- Prices decline after Fed said it's still considering rate rise
- More than $380 million wiped from silver ETPs in past week
Hedge funds picked the wrong time to build their bullish silver bets to a record.
Prices have dropped almost 4 percent since last Tuesday, when the funds’ wagers reached their peak. That’s the biggest such loss since July. A day after the speculators boosted their net-long positions in silver futures and options to the highest since 2006, the oldest government data available, Federal Reserve officials signaled U.S. interest rates could climb in December.
The threat of higher rates by year-end has sent ripples through precious metals, which lose out when monetary policy tightens because they don’t pay interest or dividends. Gold is trading near a one-month low, and platinum has fallen for four straight days. While those investing in gold were fortunate enough to pull back their bullish bets before the Fed statement, the silver bulls weren’t as lucky. Now, they’re looking for the exit, which could exacerbate price declines.

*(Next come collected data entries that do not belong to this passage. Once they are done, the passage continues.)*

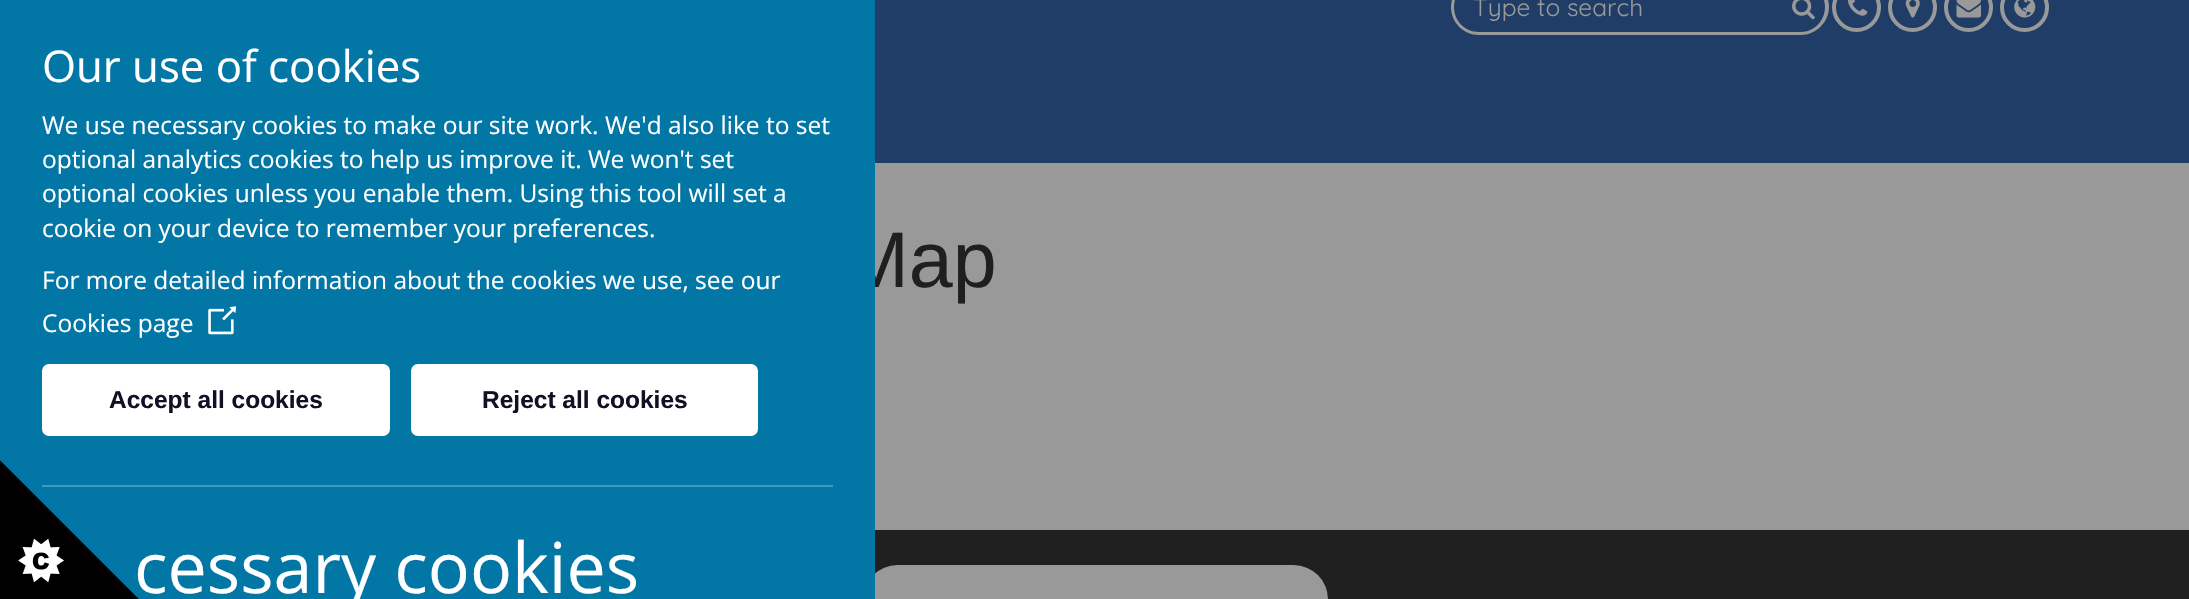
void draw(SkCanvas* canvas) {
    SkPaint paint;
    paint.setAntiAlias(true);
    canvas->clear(0xFF999999);
    paint.setColor(0xFF1F3D67);
    canvas->drawRect(SkRect::MakeXYWH(875, 0, 1314, 163), paint);
    paint.setColor(0xFF999999);
    canvas->drawPath(SkPathBuilder(SkPathFillType::kEvenOdd).moveTo(1479, -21).lineTo(1782, -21).lineTo(1782, 35).lineTo(1479, 35).cubicTo(1463, 35, 1451, 22, 1451, 7).cubicTo(1451, -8, 1463, -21, 1479, -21).close().moveTo(1479, -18).lineTo(1782, -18).lineTo(1782, 32).lineTo(1479, 32).cubicTo(1465, 32, 1454, 21, 1454, 7).cubicTo(1454, -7, 1465, -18, 1479, -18).close().detach(), paint);
    SkFont font1(fontMgr->matchFamilyStyle("Quicksand", SkFontStyle::Normal()), 24.5f);
    font1.setSubpixel(true);
    canvas->drawString("Type to search", 1473, 16, font1, paint);
    canvas->drawPath(SkPathBuilder(SkPathFillType::kEvenOdd).moveTo(1780, -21).lineTo(1801, -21).cubicTo(1816, -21, 1829, -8, 1829, 7).cubicTo(1829, 22, 1816, 35, 1801, 35).lineTo(1780, 35).close().moveTo(1780, -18).lineTo(1801, -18).cubicTo(1814, -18, 1825, -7, 1825, 7).cubicTo(1825, 21, 1814, 32, 1801, 32).lineTo(1780, 32).close().detach(), paint);
    canvas->drawImageRect(SkImages::DeferredFromEncodedData(SkData::MakeFromFileName("img1.png")), SkRect::MakeXYWH(1792, 0, 23, 20), SkSamplingOptions());
    paint.setStyle(SkPaint::kStroke_Style);
    paint.setStrokeWidth(4);
    canvas->drawCircle(1856.5f, 7.5f, 22.5f, paint);
    canvas->drawImageRect(SkImages::DeferredFromEncodedData(SkData::MakeFromFileName("img2.png")), SkRect::MakeXYWH(1848, 0, 20, 16), SkSamplingOptions());
    canvas->drawCircle(1912.5f, 7.5f, 22.5f, paint);
    canvas->drawImageRect(SkImages::DeferredFromEncodedData(SkData::MakeFromFileName("img3.png")), SkRect::MakeXYWH(1905, 0, 15, 18), SkSamplingOptions());
    canvas->drawCircle(1968.5f, 7.5f, 22.5f, paint);
    canvas->drawImageRect(SkImages::DeferredFromEncodedData(SkData::MakeFromFileName("img4.png")), SkRect::MakeXYWH(1956, 0, 25, 18), SkSamplingOptions());
    canvas->drawCircle(2024.5f, 7.5f, 22.5f, paint);
    canvas->drawImageRect(SkImages::DeferredFromEncodedData(SkData::MakeFromFileName("img5.png")), SkRect::MakeXYWH(2014, 0, 22, 18), SkSamplingOptions());
    paint.setStyle(SkPaint::kFill_Style);
    paint.setColor(0xFF202020);
    canvas->drawRect(SkRect::MakeXYWH(875, 530, 1314, 69), paint);
    paint.setColor(0xFF999999);
    canvas->drawRoundRect(SkRect::MakeXYWH(863, 565, 465, 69), 34.5f, 34.5f, paint);
    SkFont font2(fontMgr->matchFamilyStyle("Liberation Sans", SkFontStyle::Normal()), 79);
    font2.setSubpixel(true);
    paint.setColor(0xFF1F1F1F);
    canvas->drawString("Map", 843, 287, font2, paint);
    paint.setColor(0xFF0276A5);
    canvas->drawRect(SkRect::MakeXYWH(0, 0, 875, 599), paint);
    SkFont font3(fontMgr->matchFamilyStyle("Open Sans", SkFontStyle::Normal()), 43.75f);
    font3.setSubpixel(true);
    paint.setColor(0xFFFFFFFF);
    canvas->drawString("Our use of cookies", 42, 82, font3, paint);
    SkFont font4(fontMgr->matchFamilyStyle("Open Sans", SkFontStyle::Normal()), 24.5f);
    font4.setSubpixel(true);
    canvas->drawString("We use necessary cookies to make our site work. We'd also like to set", 42, 134, font4, paint);
    canvas->drawString("optional analytics cookies to help us improve it. We won't set", 42, 168, font4, paint);
    canvas->drawString("optional cookies unless you enable them. Using this tool will set a", 42, 202, font4, paint);
    canvas->drawString("cookie on your device to remember your preferences.", 42, 237, font4, paint);
    canvas->drawString("For more detailed information about the cookies we use, see our", 42, 289, font4, paint);
    canvas->drawString("Cookies page", 42, 332, font4, paint);
    canvas->drawImageRect(SkImages::DeferredFromEncodedData(SkData::MakeFromFileName("img6.png")), SkRect::MakeXYWH(208, 306, 28, 29), SkSamplingOptions());
    canvas->drawRoundRect(SkRect::MakeXYWH(44, 366, 344, 68), 5, 5, paint);
    paint.setStyle(SkPaint::kStroke_Style);
    canvas->drawRoundRect(SkRect::MakeXYWH(44, 366, 344, 68), 5, 5, paint);
    SkFont font5(fontMgr->matchFamilyStyle("Liberation Sans", SkFontStyle::Bold()), 24.5f);
    font5.setSubpixel(true);
    paint.setStyle(SkPaint::kFill_Style);
    paint.setColor(0xFF111125);
    canvas->drawString("Accept all cookies", 109, 408, font5, paint);
    paint.setColor(0xFFFFFFFF);
    canvas->drawRoundRect(SkRect::MakeXYWH(413, 366, 343, 68), 5, 5, paint);
    paint.setStyle(SkPaint::kStroke_Style);
    canvas->drawRoundRect(SkRect::MakeXYWH(413, 366, 343, 68), 5, 5, paint);
    paint.setStyle(SkPaint::kFill_Style);
    paint.setColor(0xFF111125);
    canvas->drawString("Reject all cookies", 482, 408, font5, paint);
    paint.setColor(0xFF4198BC);
    canvas->drawRect(SkRect::MakeXYWH(42, 485, 791, 2), paint);
    SkFont font6(fontMgr->matchFamilyStyle("Open Sans", SkFontStyle::Normal()), 70);
    font6.setSubpixel(true);
    paint.setColor(0xFFFFFFFF);
    canvas->drawString("cessary cookies", 134, 593, font6, paint);
    canvas->drawImageRect(SkImages::DeferredFromEncodedData(SkData::MakeFromFileName("img7.png")), SkRect::MakeXYWH(0, 460, 139, 139), SkSamplingOptions());
}
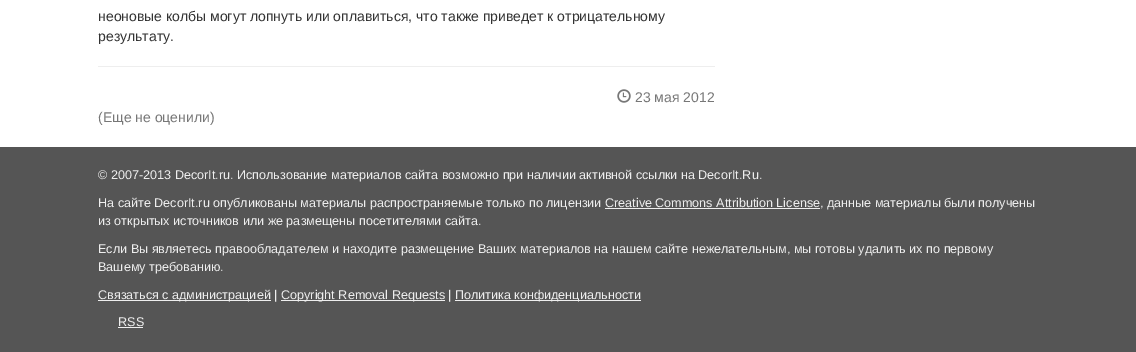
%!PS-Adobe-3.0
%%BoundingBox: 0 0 1136 352
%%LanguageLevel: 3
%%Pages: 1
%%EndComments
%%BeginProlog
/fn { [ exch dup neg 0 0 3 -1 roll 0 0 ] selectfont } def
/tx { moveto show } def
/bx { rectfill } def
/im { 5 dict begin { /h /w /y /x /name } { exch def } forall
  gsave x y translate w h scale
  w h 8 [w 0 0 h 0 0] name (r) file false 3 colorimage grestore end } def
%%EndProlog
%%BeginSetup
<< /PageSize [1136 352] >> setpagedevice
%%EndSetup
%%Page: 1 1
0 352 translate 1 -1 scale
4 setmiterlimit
1 setgray
0 0 1136 352 bx
/LiberationSans-Regular 14 fn
0.2 setgray
(неоновые колбы могут лопнуть или оплавиться, что также приведет к отрицательному) 98 21 tx
(результату.) 98 41 tx
0.933 setgray
98 66 617 1 bx
(image0.raw) 617 89 14 14 im
0.467 setgray
(23 мая 2012) 635 102 tx
(\(Еще не оценили\)) 98 122 tx
0.333 setgray
0 147 1136 205 bx
/LiberationSans-Regular 12.6 fn
0.933 setgray
(© 2007-2013 DecorIt.ru. Использование материалов сайта возможно при наличии активной ссылки на DecorIt.Ru.) 98 179 tx
(На сайте DecorIt.ru опубликованы материалы распространяемые только по лицензии Creative Commons Attribution License, данные материалы были получены) 98 207 tx
605 208 215 1 bx
(из открытых источников или же размещены посетителями сайта.) 98 225 tx
(Если Вы являетесь правообладателем и находите размещение Ваших материалов на нашем сайте нежелательным, мы готовы удалить их по первому) 98 253 tx
(Вашему требованию.) 98 271 tx
98 300 173 1 bx
(Связаться с администрацией |) 98 299 tx
281 300 164 1 bx
(Copyright Removal Requests |) 281 299 tx
455 300 186 1 bx
(Политика конфиденциальности) 455 299 tx
(RSS) 118 326 tx
118 327 25 1 bx
showpage
%%EOF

“Certainly, with the rate increase back on the table, the sentiment has again shifted in the precious-metals space,” Mike Dragosits, a senior commodity strategist at TD Securities in Toronto, said in a telephone interview. “Silver will move down a lot more than gold, because we’ll have those speculative positions being taken off.”
Traders in Fed-fund futures are now pricing a 52 percent probability that the liftoff will come in December, up from 35 percent on Oct. 27, the day before policy makers issued their statement. More than $380 million has been wiped over the past week from the value of global exchange-traded products backed by silver, the most in almost four months. As of Oct. 27, money mangers held a net-long position in the metal of 51,585 contracts, data released from the Commodity Futures Trading Commission three days later show. That’s the highest since records begin in June 2006.